No one wants an ultraprocessed heart – a heart that's affected by eating too many ultraprocessed foods. Let's learn why ultraprocessed foods are so dangerous when it comes to heart health – and how to reduce your consumption of UPFs to benefit your heart and your entire body, from head to toe.

Ultraprocessed foods are foods that have been highly processed. Consider a fruit, vegetable, or whole grain that's gone essentially from the ground / branch to your table. That's an unprocessed or minimally processed food. By comparison, ultraprocessed foods have gone through multiple processes before they reach your table; consider packaged snacks, cereal, processed meats, and much more.

The problem with UPFs, according to the M.D. Anderson Cancer Center, is that UPFs contain "additives like oil, fat, sugar, starch, proteins and sodium. In the production process, they are [also] stripped of the nutrients that help our bodies feel good and stay healthy." In other words, UPFs have unhealthy stuff added and some of the healthy stuff removed. That's a bad combination, which is why UPFs have been associated with weight gain and numerous health issues.

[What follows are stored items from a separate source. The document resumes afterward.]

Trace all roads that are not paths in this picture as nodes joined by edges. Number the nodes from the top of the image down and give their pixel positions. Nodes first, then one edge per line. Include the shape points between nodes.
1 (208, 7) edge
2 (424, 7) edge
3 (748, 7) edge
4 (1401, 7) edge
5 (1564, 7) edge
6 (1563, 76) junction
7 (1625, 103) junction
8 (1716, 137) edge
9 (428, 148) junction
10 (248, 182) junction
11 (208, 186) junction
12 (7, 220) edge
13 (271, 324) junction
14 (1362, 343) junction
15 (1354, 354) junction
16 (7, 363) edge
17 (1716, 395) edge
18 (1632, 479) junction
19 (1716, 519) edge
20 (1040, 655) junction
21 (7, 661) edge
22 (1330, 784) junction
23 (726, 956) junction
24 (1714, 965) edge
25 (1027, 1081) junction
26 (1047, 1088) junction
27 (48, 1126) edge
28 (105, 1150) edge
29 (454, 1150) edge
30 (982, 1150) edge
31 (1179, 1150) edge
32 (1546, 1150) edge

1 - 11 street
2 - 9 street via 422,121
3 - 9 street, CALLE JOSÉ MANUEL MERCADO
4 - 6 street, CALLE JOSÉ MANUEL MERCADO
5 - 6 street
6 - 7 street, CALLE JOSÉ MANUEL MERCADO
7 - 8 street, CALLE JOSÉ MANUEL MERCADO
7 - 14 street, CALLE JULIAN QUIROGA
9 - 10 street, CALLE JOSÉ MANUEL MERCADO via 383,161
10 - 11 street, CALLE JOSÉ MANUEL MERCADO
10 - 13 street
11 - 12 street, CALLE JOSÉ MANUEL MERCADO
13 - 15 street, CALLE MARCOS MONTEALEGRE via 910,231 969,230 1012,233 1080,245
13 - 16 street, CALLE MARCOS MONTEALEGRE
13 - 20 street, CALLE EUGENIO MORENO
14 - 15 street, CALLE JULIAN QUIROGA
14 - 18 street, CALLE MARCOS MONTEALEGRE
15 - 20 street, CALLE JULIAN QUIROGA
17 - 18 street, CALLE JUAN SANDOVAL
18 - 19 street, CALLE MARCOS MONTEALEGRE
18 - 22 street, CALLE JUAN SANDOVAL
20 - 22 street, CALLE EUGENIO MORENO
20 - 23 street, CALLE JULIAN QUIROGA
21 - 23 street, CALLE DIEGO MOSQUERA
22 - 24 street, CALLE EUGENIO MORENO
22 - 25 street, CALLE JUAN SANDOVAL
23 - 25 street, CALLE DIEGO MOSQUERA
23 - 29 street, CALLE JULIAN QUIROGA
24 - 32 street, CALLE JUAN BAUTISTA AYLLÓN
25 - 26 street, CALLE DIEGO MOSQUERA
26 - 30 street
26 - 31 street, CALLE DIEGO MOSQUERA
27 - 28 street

One of those health issues, as we alluded to, is a compromised heart, specifically in terms of cardiometabolic risk factors. Research published in JAMA Network Open suggests UPF consumption increases these risk factors – even in children as young as 3-6 years. Children with the highest UPF consumption had higher BMI, waist circumference, fat mass index and fasting plasma glucose; and lower high-density lipoprotein (HDL) cholesterol – the "good" kind of cholesterol, in that it helps remove bad cholesterol from the bloodstream – compared to children with the lowest UPF consumption.